With a population of 200 million spread across the world’s fifth largest country, the enormity of Brazil means that services aren't the same across the board: São Paulo, for example, has plenty of hospitals, but even ill-equipped clinics are few and far between in backwater states in the Amazon. Geographical distribution is just one barrier. Financial and technological gaps also have many saying that the universal health plan — dubbed SUS (Sistema Único de Saúde) — hasn’t fulfilled its guarantee to cover everyone in Brazil.
“Health is a human right to be protected by the Brazilian state. But the health care system is murky,” said Fernando Aith, a lawyer and professor of preventive medicine at the University of São Paulo (USP) who has studied the shortcomings of the health system for decades. “It's based on the idea of human dignity and solidarity but it's still a challenge for us.”
Under SUS, Brazil proposed to cover its entire population under a single publicly funded health care system. The idea sounded noble. Early results were positive. High immunization rates — emblematic of successful health care systems — were an early success. Today, Brazil has one of the world’s highest vaccination rates, Aith said. “But we have inequalities in our health system. It depends on where you are.”
And, what you need.
Taking the government to court
Accessing health coverage certainly has been a challenge for Regina Prospero, a São Paulo native in her late forties. By the time her son Niltinho was a toddler, he was suffering from a rare hereditary disease called mucopolysaccharidosis (MPS) where his body couldn’t eliminate its own metabolic waste. She took him to state-funded city hospitals every week but the doctors didn’t know what was wrong. “There was a lack of information. They did not know what they were dealing with,” Prospero said. “No medical team could tell us what was wrong with him.”

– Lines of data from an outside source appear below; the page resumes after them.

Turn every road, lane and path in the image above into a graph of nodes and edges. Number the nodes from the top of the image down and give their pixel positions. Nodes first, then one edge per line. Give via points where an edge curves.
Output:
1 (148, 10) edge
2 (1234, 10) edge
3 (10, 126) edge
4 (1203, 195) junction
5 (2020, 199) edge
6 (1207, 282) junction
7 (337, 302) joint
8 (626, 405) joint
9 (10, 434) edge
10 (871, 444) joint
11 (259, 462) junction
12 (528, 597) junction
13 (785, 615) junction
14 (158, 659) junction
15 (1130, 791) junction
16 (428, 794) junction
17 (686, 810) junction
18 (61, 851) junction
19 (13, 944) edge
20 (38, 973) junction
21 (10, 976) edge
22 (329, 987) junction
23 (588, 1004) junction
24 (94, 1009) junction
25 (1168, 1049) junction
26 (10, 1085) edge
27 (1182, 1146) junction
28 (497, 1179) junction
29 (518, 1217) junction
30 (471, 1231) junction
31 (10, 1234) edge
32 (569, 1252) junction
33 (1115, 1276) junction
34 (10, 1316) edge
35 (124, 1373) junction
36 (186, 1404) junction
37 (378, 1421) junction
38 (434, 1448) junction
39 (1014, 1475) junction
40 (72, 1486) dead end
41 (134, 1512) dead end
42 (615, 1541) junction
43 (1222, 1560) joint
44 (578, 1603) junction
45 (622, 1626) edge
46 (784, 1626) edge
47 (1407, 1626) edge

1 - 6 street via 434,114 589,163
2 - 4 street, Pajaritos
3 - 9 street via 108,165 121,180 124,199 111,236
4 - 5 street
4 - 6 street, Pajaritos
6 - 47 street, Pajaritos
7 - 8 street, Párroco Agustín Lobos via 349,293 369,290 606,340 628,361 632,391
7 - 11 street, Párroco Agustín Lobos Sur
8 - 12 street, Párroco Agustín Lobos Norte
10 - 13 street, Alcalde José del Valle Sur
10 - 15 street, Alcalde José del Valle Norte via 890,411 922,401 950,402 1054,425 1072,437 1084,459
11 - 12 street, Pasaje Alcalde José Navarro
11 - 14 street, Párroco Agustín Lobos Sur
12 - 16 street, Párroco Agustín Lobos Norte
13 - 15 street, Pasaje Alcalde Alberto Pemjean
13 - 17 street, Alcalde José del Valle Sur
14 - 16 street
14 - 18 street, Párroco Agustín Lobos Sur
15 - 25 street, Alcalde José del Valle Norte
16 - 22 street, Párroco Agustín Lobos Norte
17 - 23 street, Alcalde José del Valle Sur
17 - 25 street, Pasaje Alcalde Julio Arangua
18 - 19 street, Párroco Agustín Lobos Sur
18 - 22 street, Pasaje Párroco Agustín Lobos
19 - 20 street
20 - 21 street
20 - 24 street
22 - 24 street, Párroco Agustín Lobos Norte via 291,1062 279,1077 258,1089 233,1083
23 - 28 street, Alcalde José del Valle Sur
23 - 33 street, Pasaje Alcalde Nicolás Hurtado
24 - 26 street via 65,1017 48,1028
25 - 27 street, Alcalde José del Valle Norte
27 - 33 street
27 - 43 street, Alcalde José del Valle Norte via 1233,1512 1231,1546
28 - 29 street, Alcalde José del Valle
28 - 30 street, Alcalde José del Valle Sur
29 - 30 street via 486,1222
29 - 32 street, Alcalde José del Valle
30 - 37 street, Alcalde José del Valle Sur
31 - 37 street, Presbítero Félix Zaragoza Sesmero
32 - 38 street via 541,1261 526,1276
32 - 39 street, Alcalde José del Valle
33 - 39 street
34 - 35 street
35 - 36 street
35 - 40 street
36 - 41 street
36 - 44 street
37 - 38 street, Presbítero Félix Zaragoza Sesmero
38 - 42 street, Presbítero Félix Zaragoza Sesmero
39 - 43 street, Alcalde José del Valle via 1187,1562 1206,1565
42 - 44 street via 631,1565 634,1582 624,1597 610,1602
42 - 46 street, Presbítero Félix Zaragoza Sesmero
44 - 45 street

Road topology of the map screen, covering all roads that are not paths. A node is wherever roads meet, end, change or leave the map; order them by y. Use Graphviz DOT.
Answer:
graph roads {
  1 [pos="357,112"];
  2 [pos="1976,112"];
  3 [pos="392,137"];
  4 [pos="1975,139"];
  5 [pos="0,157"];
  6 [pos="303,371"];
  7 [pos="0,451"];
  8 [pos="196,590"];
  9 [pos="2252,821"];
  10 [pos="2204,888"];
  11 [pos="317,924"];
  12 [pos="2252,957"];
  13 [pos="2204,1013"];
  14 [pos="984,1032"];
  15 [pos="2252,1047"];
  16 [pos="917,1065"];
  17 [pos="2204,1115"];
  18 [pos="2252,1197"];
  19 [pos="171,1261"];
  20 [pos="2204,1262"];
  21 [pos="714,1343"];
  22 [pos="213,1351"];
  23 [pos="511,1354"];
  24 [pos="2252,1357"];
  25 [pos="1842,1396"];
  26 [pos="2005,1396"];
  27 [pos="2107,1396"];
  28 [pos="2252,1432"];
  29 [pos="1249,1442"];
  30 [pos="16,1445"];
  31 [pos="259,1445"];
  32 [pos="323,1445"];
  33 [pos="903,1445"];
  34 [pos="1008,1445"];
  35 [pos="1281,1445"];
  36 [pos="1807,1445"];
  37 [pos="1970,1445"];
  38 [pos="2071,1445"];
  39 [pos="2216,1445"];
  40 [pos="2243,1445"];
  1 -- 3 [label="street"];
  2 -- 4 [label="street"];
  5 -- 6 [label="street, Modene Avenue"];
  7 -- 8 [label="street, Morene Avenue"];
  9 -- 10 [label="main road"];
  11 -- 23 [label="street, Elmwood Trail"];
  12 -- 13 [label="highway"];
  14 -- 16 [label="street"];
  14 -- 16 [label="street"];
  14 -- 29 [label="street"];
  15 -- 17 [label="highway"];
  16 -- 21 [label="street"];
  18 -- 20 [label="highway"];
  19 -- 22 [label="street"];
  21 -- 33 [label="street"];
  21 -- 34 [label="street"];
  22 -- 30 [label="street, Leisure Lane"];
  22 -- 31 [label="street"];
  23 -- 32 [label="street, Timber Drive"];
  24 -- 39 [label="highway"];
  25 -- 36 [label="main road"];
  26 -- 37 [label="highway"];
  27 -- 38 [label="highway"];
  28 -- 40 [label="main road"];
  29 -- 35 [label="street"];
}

Without the appropriate medical care, Niltinho died at age six.
“Nitinho’s brother Dudu was born with the same disease,” Prospero said. Fortunately, her husband tracked down a Bayer clinical trial for MPS in southern Brazil and enrolled Dudu as a subject. Thanks to a medication called galsulfase, the little boy started responding. But at the study’s conclusion, Brazil’s public health care system wouldn’t cover the drug that was keeping him alive, Prospero said. Its price tag can be as high as $365,000 a year.
Like any mother would, Regina Prospero did everything she could to avoid Dudu meeting his brother’s fate. So she took the Brazilian government to court, claiming that health was a right in Brazil and therefore the government was obligated to pay for Dudu’s treatment. She and her husband eventually won the lawsuit.
“We started the judicial process because the government wouldn’t provide what my son needed and what I couldn’t afford,” Prospero said. “We managed to get the government to pay for what it had guaranteed in the federal constitution.”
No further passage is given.